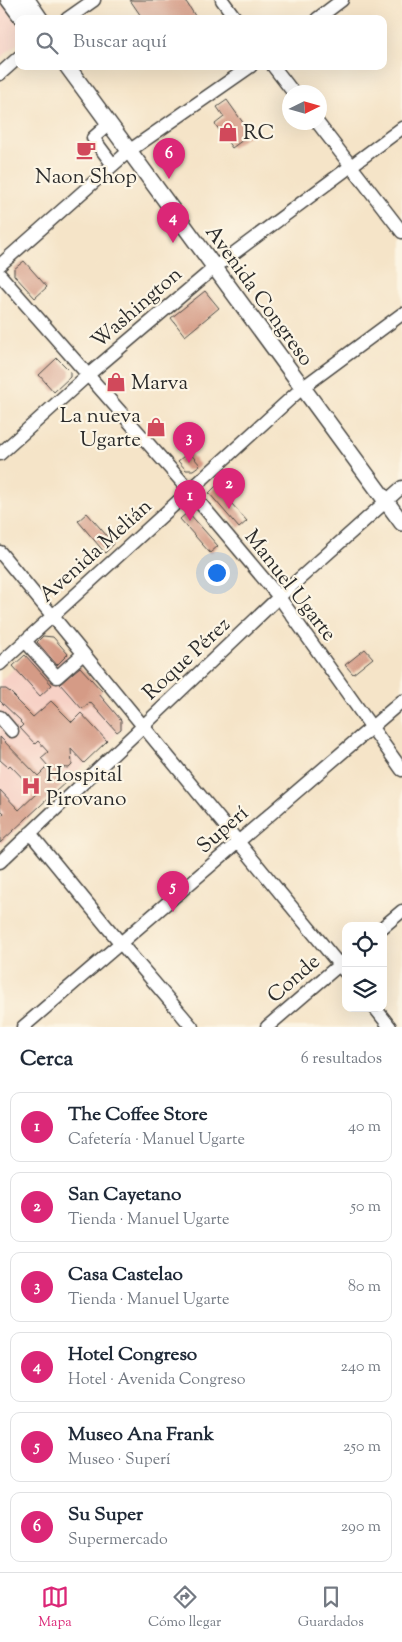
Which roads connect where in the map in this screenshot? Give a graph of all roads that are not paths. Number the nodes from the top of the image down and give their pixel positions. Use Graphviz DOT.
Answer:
graph roads {
  1 [pos="7,0"];
  2 [pos="18,0"];
  3 [pos="29,0"];
  4 [pos="94,0"];
  5 [pos="222,0"];
  6 [pos="342,0"];
  7 [pos="18,15"];
  8 [pos="29,15"];
  9 [pos="39,15"];
  10 [pos="73,15"];
  11 [pos="233,15"];
  12 [pos="322,15"];
  13 [pos="15,61"];
  14 [pos="70,70"];
  15 [pos="246,70"];
  16 [pos="276,70"];
  17 [pos="0,74"];
  18 [pos="288,85"];
  19 [pos="109,124"];
  20 [pos="402,128"];
  21 [pos="323,130"];
  22 [pos="129,151"];
  23 [pos="113,165"];
  24 [pos="351,166"];
  25 [pos="402,232"];
  26 [pos="0,265"];
  27 [pos="214,268"];
  28 [pos="0,275"];
  29 [pos="402,314"];
  30 [pos="88,375"];
  31 [pos="302,388"];
  32 [pos="0,454"];
  33 [pos="402,487"];
  34 [pos="190,491"];
  35 [pos="386,500"];
  36 [pos="402,523"];
  37 [pos="0,552"];
  38 [pos="279,597"];
  39 [pos="52,616"];
  40 [pos="25,641"];
  41 [pos="84,654"];
  42 [pos="0,664"];
  43 [pos="402,701"];
  44 [pos="0,717"];
  45 [pos="143,726"];
  46 [pos="371,727"];
  47 [pos="12,731"];
  48 [pos="402,770"];
  49 [pos="30,833"];
  50 [pos="238,843"];
  51 [pos="0,862"];
  52 [pos="402,911"];
  53 [pos="387,924"];
  54 [pos="120,943"];
  55 [pos="342,964"];
  56 [pos="343,967"];
  57 [pos="378,1012"];
  58 [pos="23,1027"];
  59 [pos="192,1027"];
  60 [pos="267,1027"];
  61 [pos="390,1027"];
  1 -- 7 [label="street"];
  2 -- 8 [label="main road"];
  3 -- 9 [label="street"];
  4 -- 10 [label="street"];
  5 -- 11 [label="street"];
  6 -- 12 [label="street"];
  13 -- 17 [label="street"];
  14 -- 19 [label="main road, Avenida Congreso"];
  15 -- 22 [label="street"];
  16 -- 18 [label="street"];
  19 -- 22 [label="main road, Avenida Congreso"];
  19 -- 23 [label="street"];
  20 -- 24 [label="street, Washington"];
  21 -- 24 [label="street"];
  22 -- 23 [label="street"];
  22 -- 27 [label="main road, Avenida Congreso"];
  23 -- 26 [label="street"];
  24 -- 25 [label="street"];
  24 -- 27 [label="street, Washington"];
  27 -- 30 [label="street, Washington"];
  27 -- 31 [label="main road, Avenida Congreso"];
  28 -- 30 [label="street, Manuel Ugarte"];
  29 -- 31 [label="street, Avenida Melián"];
  30 -- 32 [label="street, Washington"];
  30 -- 34 [label="street, Manuel Ugarte"];
  31 -- 34 [label="street, Avenida Melián"];
  31 -- 35 [label="main road, Avenida Congreso"];
  33 -- 35 [label="street, Roque Pérez"];
  34 -- 38 [label="street, Manuel Ugarte"];
  34 -- 39 [label="street, Avenida Melián"];
  35 -- 36 [label="main road, Avenida Congreso"];
  35 -- 38 [label="street, Roque Pérez"];
  37 -- 39 [label="street"];
  38 -- 45 [label="street, Roque Pérez"];
  38 -- 46 [label="street, Manuel Ugarte"];
  39 -- 40 [label="street, Avenida Melián"];
  39 -- 41 [label="street"];
  40 -- 41 [label="street"];
  40 -- 42 [label="street, Avenida Melián"];
  41 -- 45 [label="street"];
  43 -- 46 [label="street, Superí"];
  44 -- 47 [label="street"];
  45 -- 49 [label="street, Roque Pérez"];
  45 -- 50 [label="street"];
  46 -- 48 [label="street, Manuel Ugarte"];
  46 -- 50 [label="street, Superí"];
  49 -- 51 [label="street, Roque Pérez"];
  49 -- 54 [label="street"];
  50 -- 54 [label="street, Superí"];
  50 -- 55 [label="street"];
  52 -- 53 [label="street"];
  54 -- 58 [label="street, Superí"];
  54 -- 59 [label="street"];
  56 -- 60 [label="street, Conde"];
  57 -- 61 [label="street"];
}
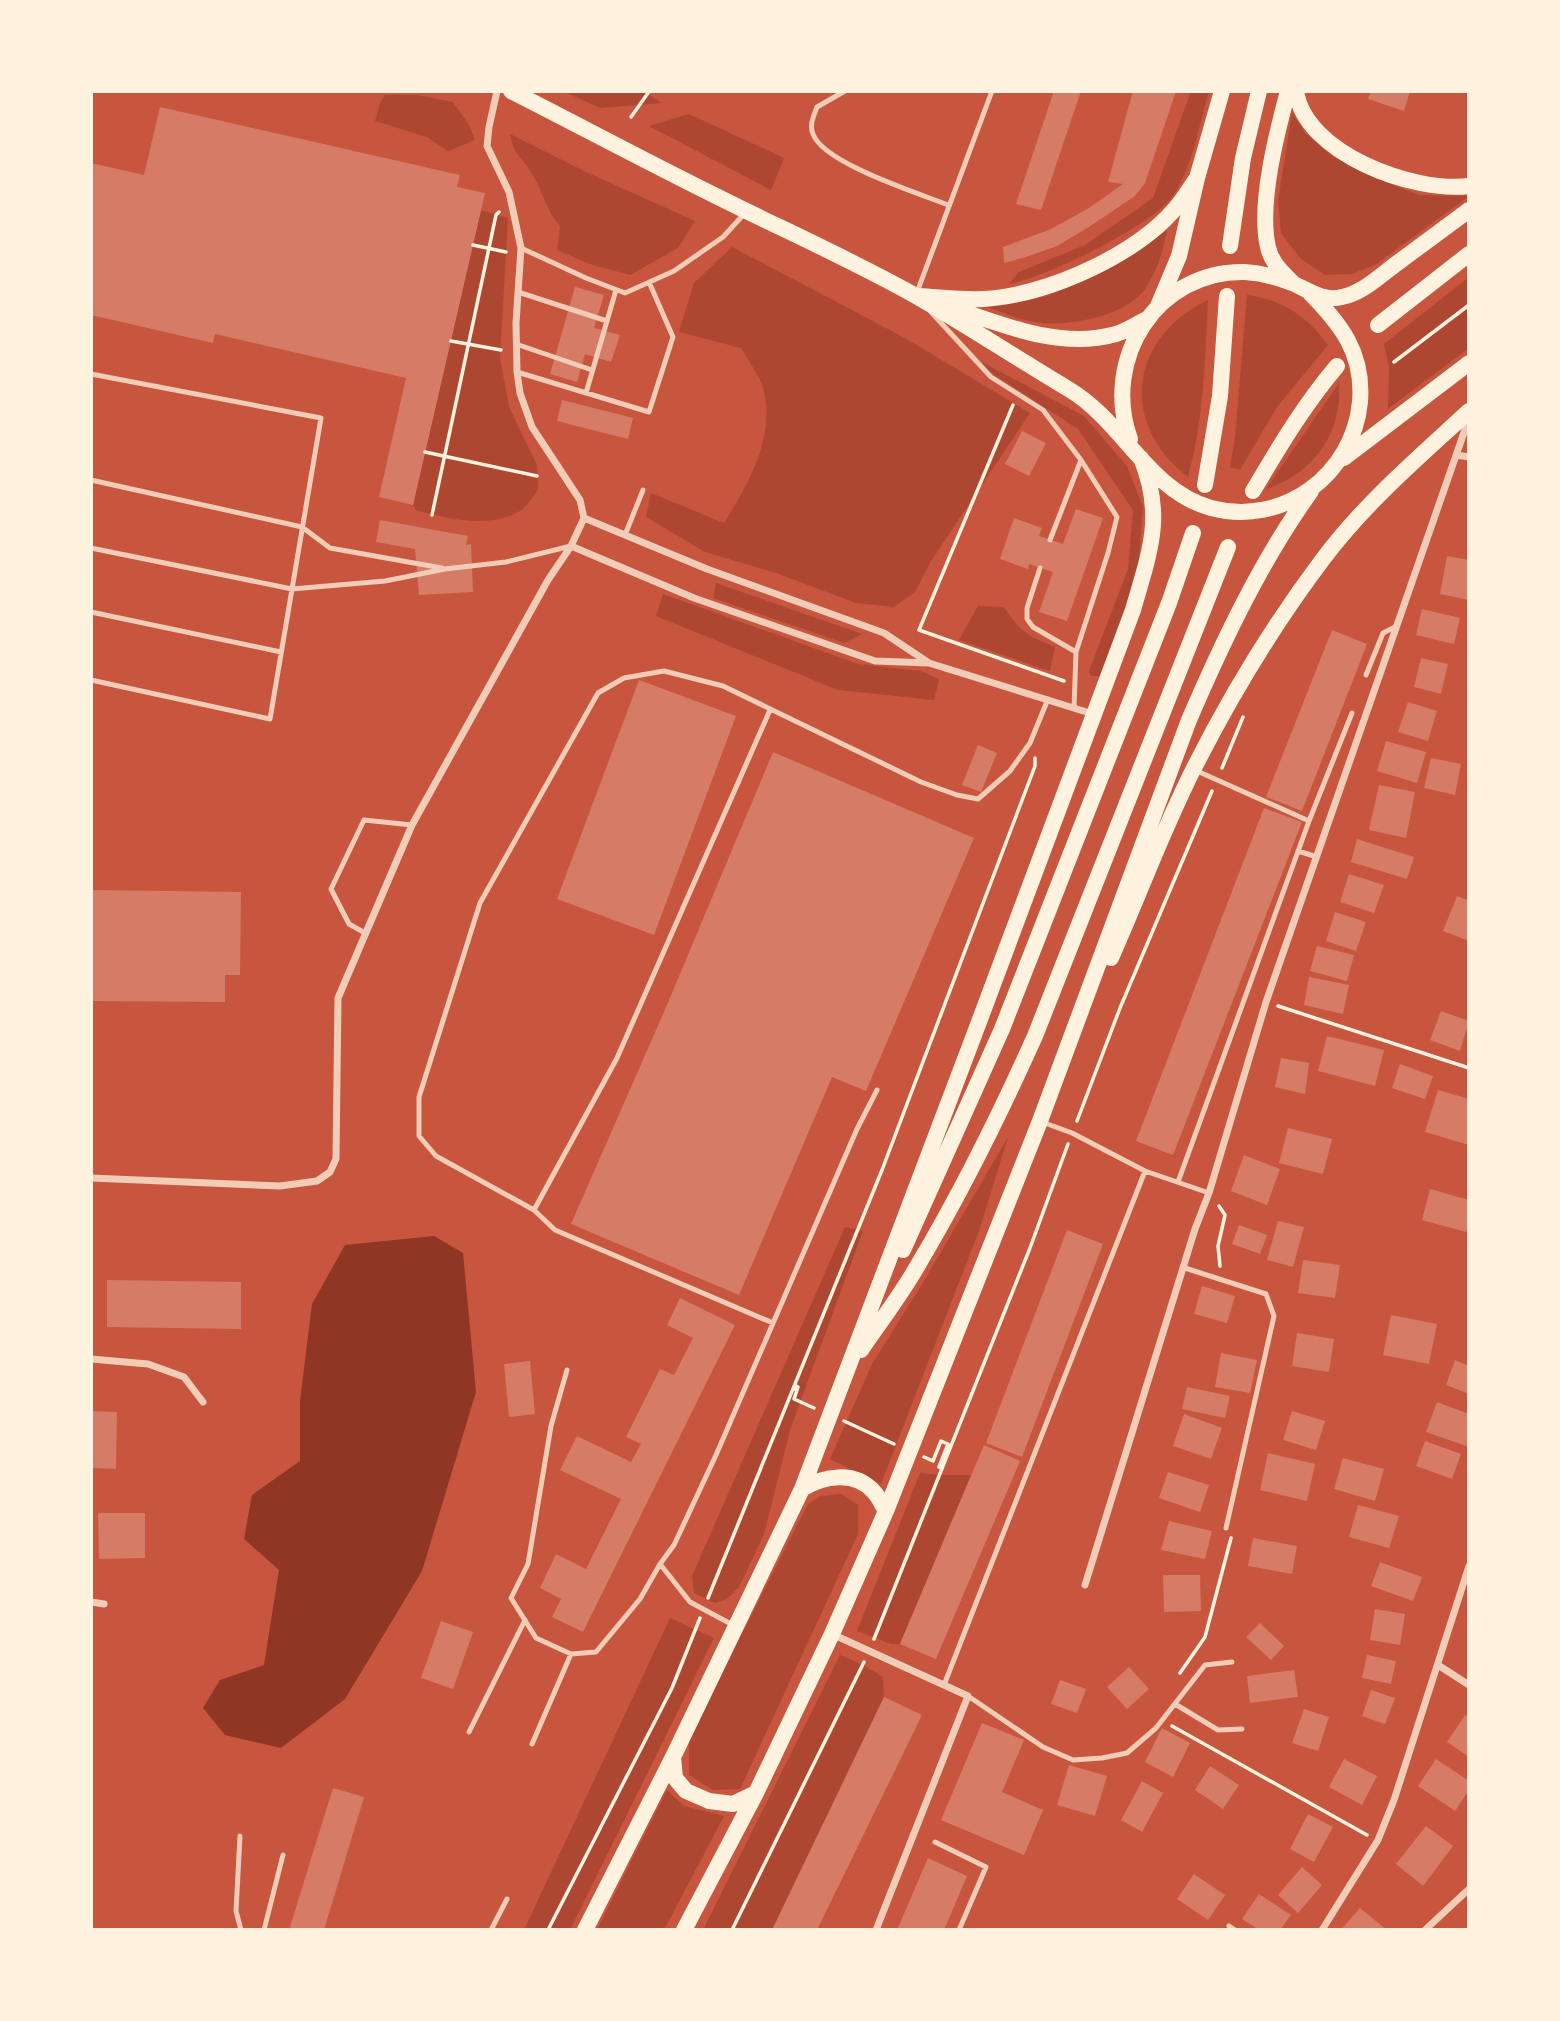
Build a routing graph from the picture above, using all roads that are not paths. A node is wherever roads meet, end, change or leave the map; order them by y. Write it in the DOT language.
graph roads {
  1 [pos="497,91"];
  2 [pos="511,91"];
  3 [pos="845,91"];
  4 [pos="992,91"];
  5 [pos="1222,91"];
  6 [pos="1259,91"];
  7 [pos="1288,91"];
  8 [pos="1296,91"];
  9 [pos="1197,178"];
  10 [pos="1469,186"];
  11 [pos="948,205"];
  12 [pos="1469,210"];
  13 [pos="747,211"];
  14 [pos="1230,246"];
  15 [pos="521,248"];
  16 [pos="1469,254"];
  17 [pos="649,282"];
  18 [pos="1301,288"];
  19 [pos="616,290"];
  20 [pos="518,292"];
  21 [pos="916,296"];
  22 [pos="1227,296"];
  23 [pos="1157,307"];
  24 [pos="1146,320"];
  25 [pos="607,321"];
  26 [pos="1378,325"];
  27 [pos="516,344"];
  28 [pos="1469,363"];
  29 [pos="1337,366"];
  30 [pos="593,370"];
  31 [pos="517,372"];
  32 [pos="91,374"];
  33 [pos="586,393"];
  34 [pos="1469,411"];
  35 [pos="1469,417"];
  36 [pos="1137,453"];
  37 [pos="1456,455"];
  38 [pos="1469,457"];
  39 [pos="1342,459"];
  40 [pos="1081,460"];
  41 [pos="91,480"];
  42 [pos="1205,485"];
  43 [pos="643,490"];
  44 [pos="1254,491"];
  45 [pos="1311,491"];
  46 [pos="584,518"];
  47 [pos="302,527"];
  48 [pos="1193,533"];
  49 [pos="625,535"];
  50 [pos="1050,540"];
  51 [pos="571,546"];
  52 [pos="1228,547"];
  53 [pos="91,548"];
  54 [pos="1040,568"];
  55 [pos="445,569"];
  56 [pos="292,589"];
  57 [pos="91,612"];
  58 [pos="1397,626"];
  59 [pos="281,652"];
  60 [pos="1076,653"];
  61 [pos="929,663"];
  62 [pos="1366,675"];
  63 [pos="91,680"];
  64 [pos="1048,699"];
  65 [pos="1074,708"];
  66 [pos="770,710"];
  67 [pos="1352,713"];
  68 [pos="1093,714"];
  69 [pos="1193,769"];
  70 [pos="1309,821"];
  71 [pos="412,825"];
  72 [pos="1298,851"];
  73 [pos="1317,857"];
  74 [pos="365,933"];
  75 [pos="877,1090"];
  76 [pos="1040,1121"];
  77 [pos="1146,1171"];
  78 [pos="91,1178"];
  79 [pos="1178,1182"];
  80 [pos="1209,1193"];
  81 [pos="534,1210"];
  82 [pos="1185,1268"];
  83 [pos="773,1323"];
  84 [pos="91,1359"];
  85 [pos="568,1370"];
  86 [pos="846,1373"];
  87 [pos="203,1402"];
  88 [pos="802,1489"];
  89 [pos="886,1511"];
  90 [pos="1226,1528"];
  91 [pos="660,1564"];
  92 [pos="1469,1566"];
  93 [pos="1085,1585"];
  94 [pos="91,1602"];
  95 [pos="104,1604"];
  96 [pos="525,1620"];
  97 [pos="735,1627"];
  98 [pos="832,1633"];
  99 [pos="570,1654"];
  100 [pos="1232,1662"];
  101 [pos="1438,1665"];
  102 [pos="944,1685"];
  103 [pos="1469,1685"];
  104 [pos="968,1696"];
  105 [pos="1175,1703"];
  106 [pos="1242,1729"];
  107 [pos="469,1732"];
  108 [pos="532,1744"];
  109 [pos="673,1757"];
  110 [pos="756,1793"];
  111 [pos="240,1836"];
  112 [pos="935,1842"];
  113 [pos="283,1854"];
  114 [pos="1469,1889"];
  115 [pos="507,1899"];
  116 [pos="241,1930"];
  117 [pos="264,1930"];
  118 [pos="491,1930"];
  119 [pos="585,1930"];
  120 [pos="685,1930"];
  121 [pos="876,1930"];
  122 [pos="959,1930"];
  123 [pos="1322,1930"];
  124 [pos="1425,1930"];
  1 -- 15 [label="street"];
  2 -- 13 [label="main road"];
  3 -- 11 [label="lane"];
  4 -- 11 [label="lane"];
  5 -- 9 [label="main road"];
  6 -- 14 [label="main road"];
  7 -- 18 [label="main road"];
  8 -- 10 [label="main road"];
  9 -- 21 [label="main road"];
  9 -- 23 [label="main road"];
  11 -- 21 [label="lane"];
  12 -- 18 [label="main road"];
  13 -- 17 [label="lane"];
  13 -- 21 [label="main road"];
  15 -- 19 [label="lane"];
  15 -- 20 [label="street"];
  16 -- 26 [label="main road"];
  17 -- 19 [label="lane"];
  17 -- 33 [label="lane"];
  18 -- 23 [label="main road"];
  18 -- 39 [label="main road"];
  19 -- 25 [label="lane"];
  20 -- 25 [label="lane"];
  20 -- 27 [label="street"];
  21 -- 24 [label="main road"];
  21 -- 36 [label="main road"];
  21 -- 40 [label="lane"];
  22 -- 42 [label="main road"];
  23 -- 24 [label="main road"];
  24 -- 36 [label="main road"];
  25 -- 30 [label="lane"];
  27 -- 30 [label="lane"];
  27 -- 31 [label="street"];
  28 -- 39 [label="main road"];
  29 -- 44 [label="main road"];
  30 -- 33 [label="lane"];
  31 -- 33 [label="lane"];
  31 -- 46 [label="street"];
  32 -- 47 [label="lane"];
  34 -- 69 [label="main road"];
  35 -- 37 [label="street"];
  36 -- 45 [label="main road"];
  36 -- 68 [label="main road"];
  37 -- 38 [label="street"];
  37 -- 58 [label="street"];
  39 -- 45 [label="main road"];
  40 -- 50 [label="lane"];
  40 -- 60 [label="lane"];
  41 -- 47 [label="lane"];
  43 -- 49 [label="lane"];
  45 -- 76 [label="main road"];
  46 -- 49 [label="street"];
  46 -- 51 [label="street"];
  47 -- 55 [label="lane"];
  47 -- 56 [label="lane"];
  48 -- 86 [label="main road"];
  49 -- 61 [label="street"];
  51 -- 55 [label="lane"];
  51 -- 61 [label="street"];
  51 -- 71 [label="street"];
  52 -- 86 [label="main road"];
  53 -- 56 [label="lane"];
  54 -- 60 [label="lane"];
  55 -- 56 [label="lane"];
  56 -- 59 [label="lane"];
  57 -- 59 [label="lane"];
  58 -- 62 [label="lane"];
  58 -- 73 [label="street"];
  59 -- 63 [label="lane"];
  60 -- 65 [label="lane"];
  61 -- 64 [label="street"];
  64 -- 65 [label="street"];
  64 -- 66 [label="lane"];
  65 -- 68 [label="street"];
  66 -- 81 [label="lane"];
  66 -- 81 [label="lane"];
  67 -- 70 [label="lane"];
  68 -- 86 [label="main road"];
  69 -- 70 [label="lane"];
  69 -- 76 [label="main road"];
  70 -- 72 [label="lane"];
  71 -- 74 [label="street"];
  71 -- 74 [label="lane"];
  72 -- 73 [label="lane"];
  72 -- 79 [label="lane"];
  73 -- 80 [label="street"];
  74 -- 78 [label="street"];
  75 -- 83 [label="lane"];
  76 -- 77 [label="lane"];
  76 -- 89 [label="main road"];
  77 -- 79 [label="lane"];
  77 -- 102 [label="lane"];
  79 -- 80 [label="lane"];
  80 -- 82 [label="street"];
  81 -- 83 [label="lane"];
  82 -- 90 [label="lane"];
  82 -- 93 [label="street"];
  83 -- 91 [label="lane"];
  84 -- 87 [label="street"];
  85 -- 96 [label="lane"];
  86 -- 88 [label="main road"];
  88 -- 89 [label="main road"];
  88 -- 97 [label="main road"];
  89 -- 98 [label="main road"];
  91 -- 97 [label="lane"];
  91 -- 99 [label="lane"];
  92 -- 101 [label="street"];
  94 -- 95 [label="street"];
  96 -- 99 [label="lane"];
  96 -- 107 [label="lane"];
  97 -- 109 [label="main road"];
  98 -- 102 [label="street"];
  98 -- 110 [label="main road"];
  99 -- 108 [label="lane"];
  100 -- 105 [label="lane"];
  101 -- 103 [label="street"];
  101 -- 123 [label="street"];
  102 -- 104 [label="street"];
  104 -- 105 [label="lane"];
  104 -- 121 [label="street"];
  105 -- 106 [label="lane"];
  109 -- 110 [label="main road"];
  109 -- 119 [label="main road"];
  110 -- 120 [label="main road"];
  111 -- 116 [label="lane"];
  112 -- 122 [label="lane"];
  113 -- 117 [label="lane"];
  114 -- 124 [label="street"];
  115 -- 118 [label="lane"];
}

##############################

> _Problem statement_
If a line in the data above includes the string "paths", copy it.

> _Task answer_
Which roads connect where in the map in this screenshot? Give a graph of all roads that are not paths. Number the nodes from the top of the image down and give their pixel positions. Use Graphviz DOT.
Build a routing graph from the picture above, using all roads that are not paths. A node is wherever roads meet, end, change or leave the map; order them by y. Write it in the DOT language.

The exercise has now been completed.